ORLANDO, Fla. -- Customers attending the EMC World 2009 conference said they'll be looking for more information about the new Symmetrix V-Max array, and watching for updates on Clariion, VMware integration and solid-state drives (SSDs).
Attendees at the opening reception Sunday night said they were interested in finding out more about the systems EMC has launched since last year's EMC World.
"We're interested in looking at V-Max for its potential integration with VMware," said Danghuy Nguyen, enterprise systems manager at the National Rural Utilities Cooperative Finance Corp. (NRUCFC) in Herndon, Va. Nguyen said the ability to do virtual provisioning and provision according to policy groups rather than by individual server "could take [server] virtualization to the next level and ease management for administrators."
Steve Hunt, systems architect at the Memorial Sloan-Kettering Cancer Center in New York City, said he's intrigued by Atmos, EMC's object-based scale-out storage system. "We're trying to figure out how to start dealing with objects – with data as something that isn't owned by a particular server," Hunt said.
Nguyen and Hunt said they're also interested in refining data management policies by comparing notes with other users. For Nguyen, those policies would be for archiving data for long-term retention. Hunt is looking at policies to improve tiered storage and day-to-day data management.
A closer look at modular arrays
Other EMC customers reached by SearchStorage.com before the show said they're most interested in getting a closer look at V-Max's distributed architecture, with some seeing it as an alternative to deploying multiple smaller modular arrays.
"I want to look under the hood," said Ryan Perkowski, storage manager at a leading credit card issuer in the U.S. who asked that his company not be identified because corporate policy forbids him to represent it in the media. "I have my doubts and suspicions," he said. "With the way they divide up the backplane, I can imagine incurring some level of latency." However, Perkowski said he'd be looking for a deep dive to address his doubts at the show.
Others said they'd like to see a similar overhaul for Clariion.

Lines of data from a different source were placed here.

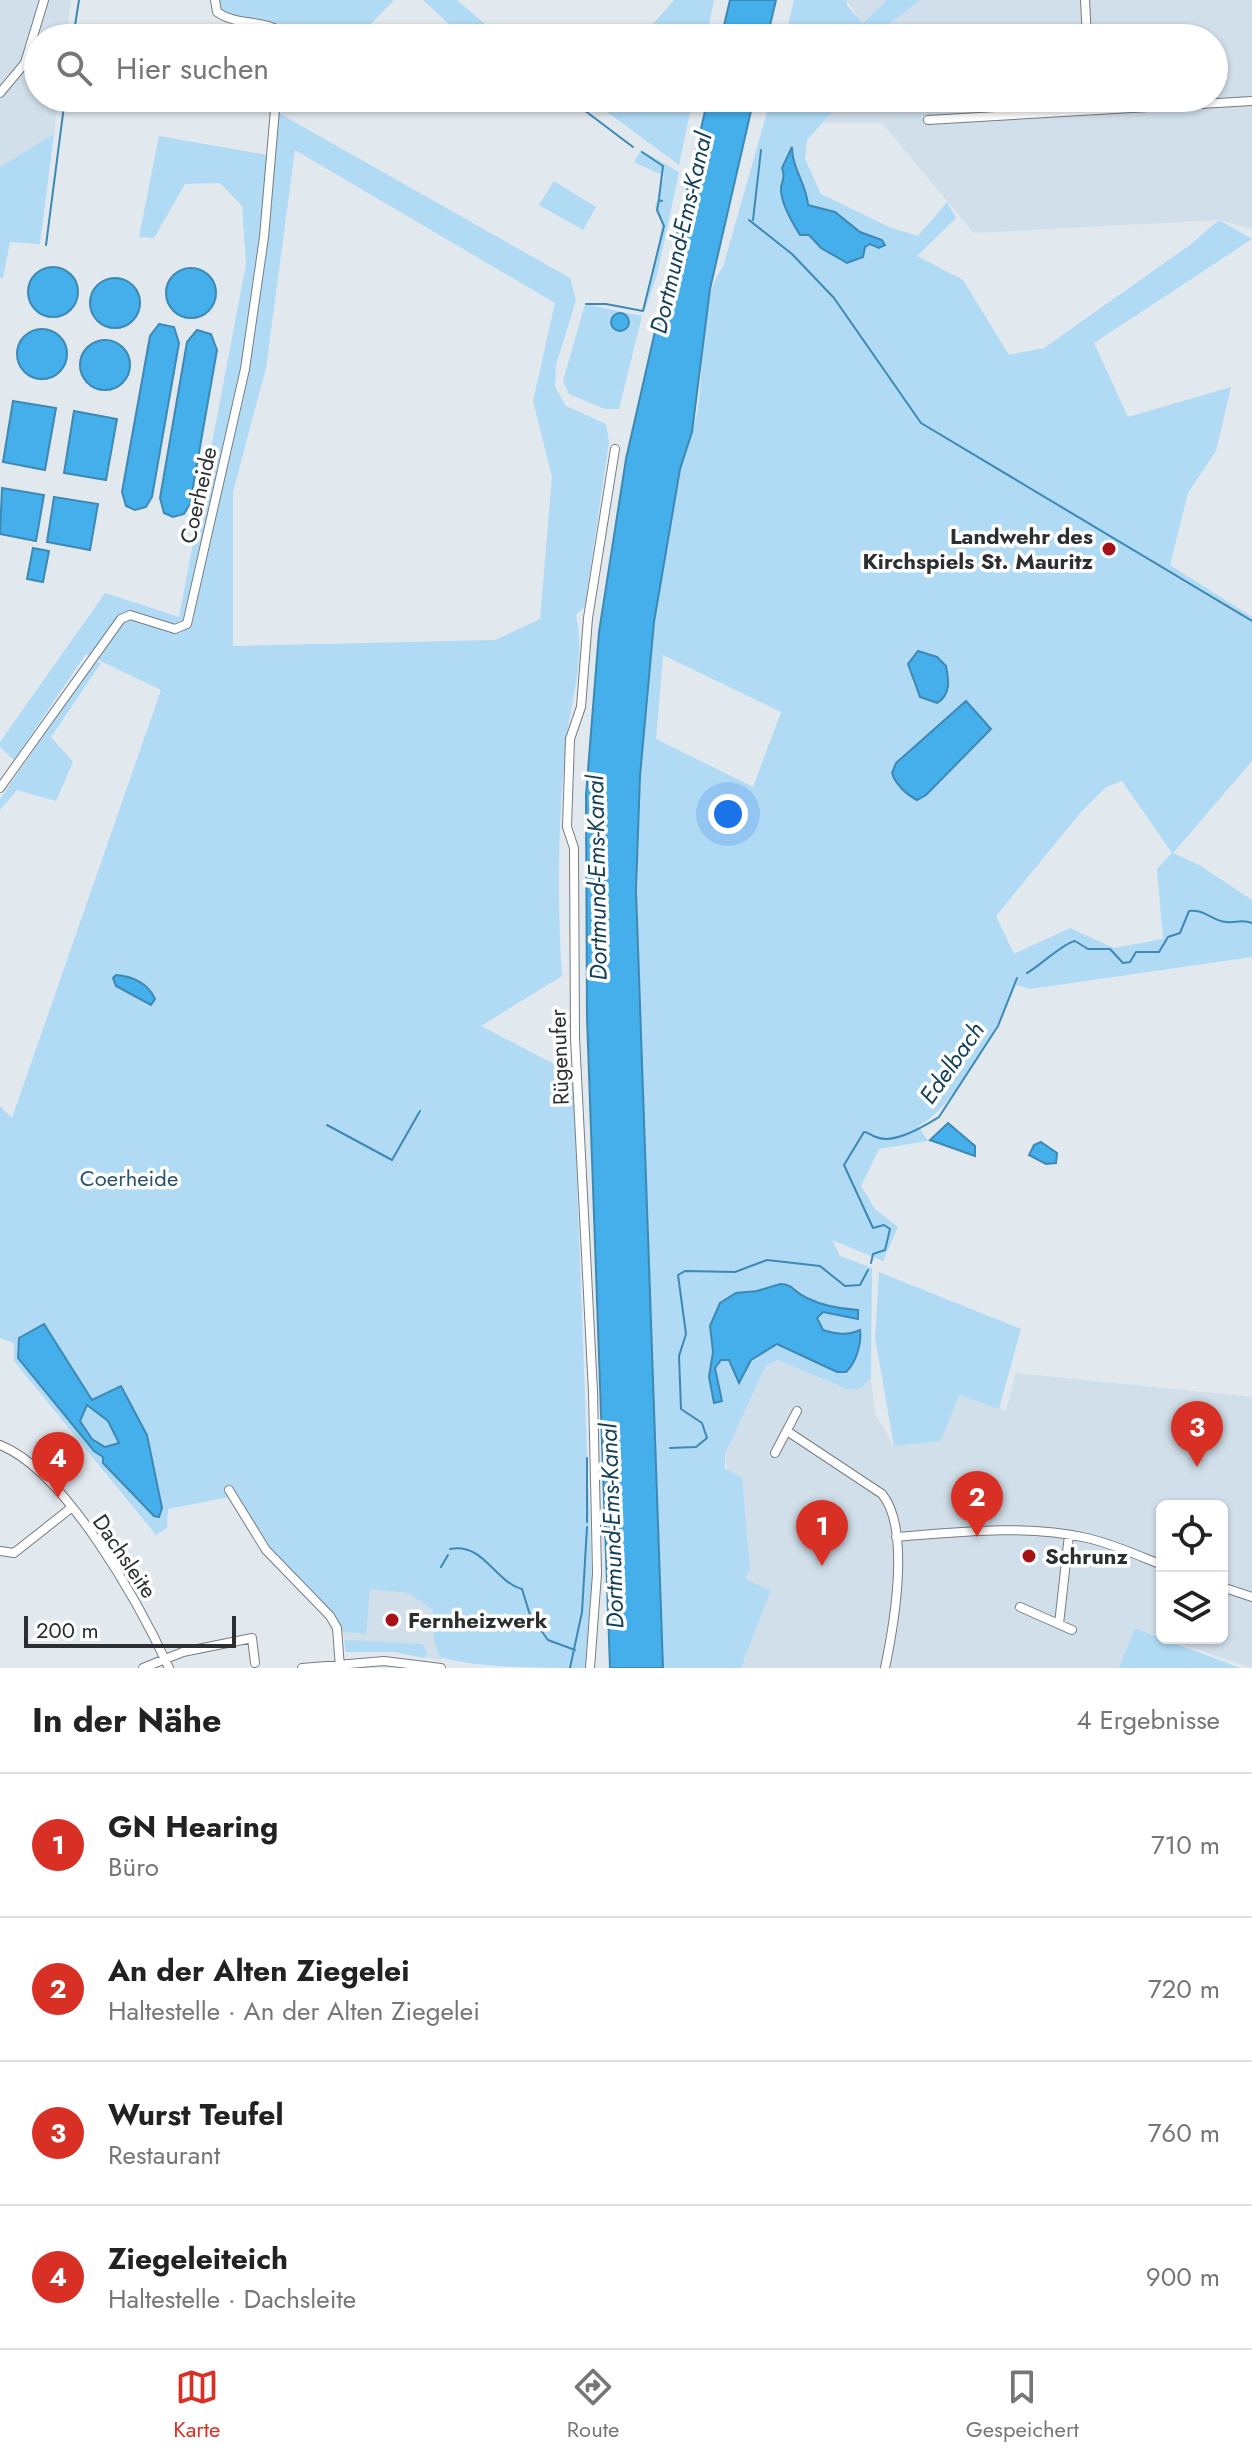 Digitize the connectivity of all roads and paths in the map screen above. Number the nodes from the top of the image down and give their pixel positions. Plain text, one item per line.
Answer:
1 (44, 0) edge
2 (215, 0) edge
3 (1085, 0) edge
4 (39, 24) edge
5 (259, 24) edge
6 (1086, 24) edge
7 (24, 64) edge
8 (0, 93) edge
9 (1252, 101) edge
10 (1228, 102) edge
11 (275, 112) edge
12 (1059, 112) edge
13 (928, 120) dead end
14 (615, 449) dead end
15 (0, 788) edge
16 (797, 1411) dead end
17 (787, 1431) junction
18 (0, 1445) edge
19 (775, 1453) dead end
20 (229, 1490) dead end
21 (71, 1508) junction
22 (1069, 1535) junction
23 (896, 1537) junction
24 (1, 1554) edge
25 (1156, 1563) edge
26 (1228, 1589) edge
27 (1252, 1597) edge
28 (1020, 1607) dead end
29 (1059, 1624) junction
30 (252, 1627) dead end
31 (1072, 1630) dead end
32 (252, 1638) junction
33 (165, 1659) junction
34 (255, 1663) dead end
35 (340, 1665) edge
36 (143, 1668) edge
37 (169, 1668) edge
38 (302, 1668) edge
39 (441, 1668) edge
40 (590, 1668) edge
41 (885, 1668) edge

1 - 4 street
2 - 5 street
3 - 6 street
7 - 8 street
9 - 10 street
11 - 15 street, Coerheide
12 - 13 street
14 - 40 street, Rügenufer
16 - 17 street
17 - 19 street
17 - 23 street
18 - 21 street, Dachsleite
20 - 35 street
21 - 24 street
21 - 33 street, Dachsleite
22 - 23 street
22 - 25 street
22 - 29 street
23 - 41 street
26 - 27 street
28 - 29 street
29 - 31 street
30 - 32 street
32 - 33 street
32 - 34 street
33 - 36 street
33 - 37 street, Dachsleite
35 - 38 street
35 - 39 street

"I'd like to see it [Clariion] get the same treatment that [Symmetrix] V-Max did in terms of using SSD drives as a 'hot' region and moving lesser-used data out to spinning disk when possible to make the whole thing seem much faster," said Michael Passe, storage manager at Beth Israel Deaconess Medical Center in Boston. "This probably would use thin provisioning in some way to provide this ability. It may not be this year or next, but I would like to see that type of capability come to [Clariion] CX for some of my more IO-intensive applications as we move away from Symm and toward an all-Clariion shop."
Solid-state drives and data management are also hot topics for storage pros these days. Many are looking at SSDs to address power and cooling limitations, but are waiting for the price of the media to come down.
"I believe there isn't enough competition yet [in this market]," said Kris Knutson, director of infrastructure services at Carfax based in Centreville, Va. "It's coming; I'm just hoping it will come sooner so I don't need new air conditioners in our computer room in three years."
Storage clouds will also appear
Analysts said cloud computing is also likely to figure into EMC's messaging at the show.
"I expect to see [EMC CEO] Joe [Tucci] focus on total information management in the enterprise, and how EMC continues to bring all of their solutions together into a managed whole," said Jeff Boles, senior analyst and director, validation services at Hopkinton, Mass.-based Taneja Group. "A key aspect of that message will likely be their cloud solutions, including service offerings, and how their new technologies are reaching across geographically spread out enterprises."
Benjamin Woo, vice president, enterprise storage systems at Framingham, Mass.-based IDC, said the cloud would probably be a strong theme, as well as what he called "VCE" – the three-way partnership between VMware Inc., EMC and Cisco Systems Inc.
Economy could hurt attendance
It's unclear how the global economic downturn will affect attendance, but several customers said they'll skip the conference this year because travel budgets have been slashed.
"We're under travel restrictions here -- work only, and even then it has to be approved at a high level," said David Grant, data center manager at Kanata, Ontario-based Mitel Networks Corp., who will be watching from home.
Passe at Beth Israel Deaconess Medical Center agreed. "I expect lots of shows are seeing a drop in attendance this year."